Todos los prestadores de servicios de salud deberán inscribirse en un registro especial del Ministerio, en el que demuestren “la capacidad tecnológica y científica, la suficiencia patrimonial y la capacidad técnico-administrativa” requerida para la prestación de sus servicios (art. 56).

Las secretarías departamentales y distritales de salud deben preparar cada dos años un “plan bienal de inversiones públicas y privadas en salud”, de modo que no podrán realizarse inversiones en infraestructura o equipos que no se encuentren en el mencionado plan (art. 65).

Reflexiones finales

Del panorama normativo que se acaba de sintetizar, surgen las siguientes reflexiones generales:

Es evidente que a partir de la Constitución de 1991 y de la Ley 100 de 1993, el país ingresa en una senda de genuino interés institucional por la cobertura de salud para el conjunto de la población.
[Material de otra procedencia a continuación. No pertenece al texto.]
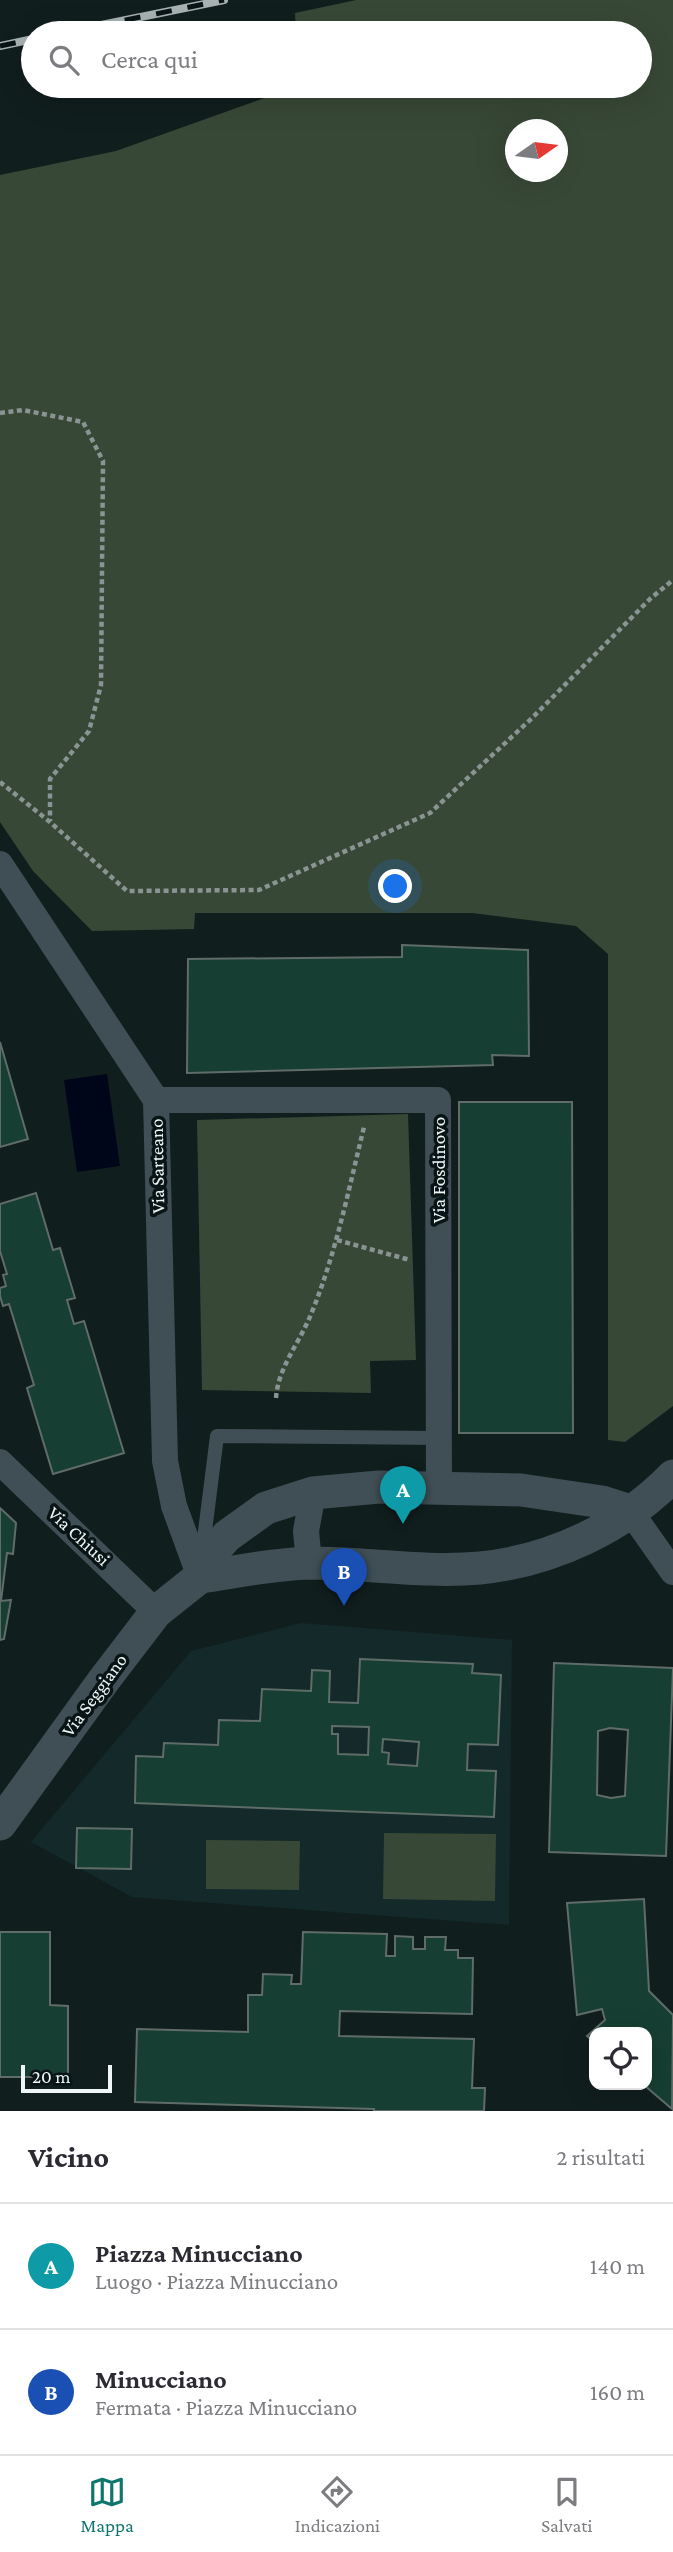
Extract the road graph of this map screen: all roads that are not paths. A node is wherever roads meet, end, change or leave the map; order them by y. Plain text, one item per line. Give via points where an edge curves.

Nunca antes se habían dispuesto los recursos y mecanismos jurídicos hacia una meta de tanta trascendencia social.

Al regular el régimen subsidiado de salud, la Ley 100 no desarrolló los mecanismos de financiación que provenían del Estado central ni reguló la destinación de recursos propios por parte de los entes territoriales. Tampoco definió los mecanismos para la protección en salud de los llamados “vinculados”. Al efecto regían las normas originales de la Constitución y las reglas de la Ley 60 de 1993.

A partir del Acto Legislativo 01 de 2001 y la Ley 715 se fijaron en el Estado nuevas reglas sobre la descentralización en materia de recursos públicos: el sistema general de participaciones viene a ser el instrumento para organizar el gasto público social en educación, salud y otros propósitos sociales. Respecto de la salud, el sistema fija las reglas para transferir recursos a los entes territoriales, y establece la manera como debe ampliarse la cobertura del régimen subsidiado.

Es notorio, finalmente, el alto nivel de responsabilidad y el volumen de recursos que se asigna a los entes territoriales en materia de gestión de salud.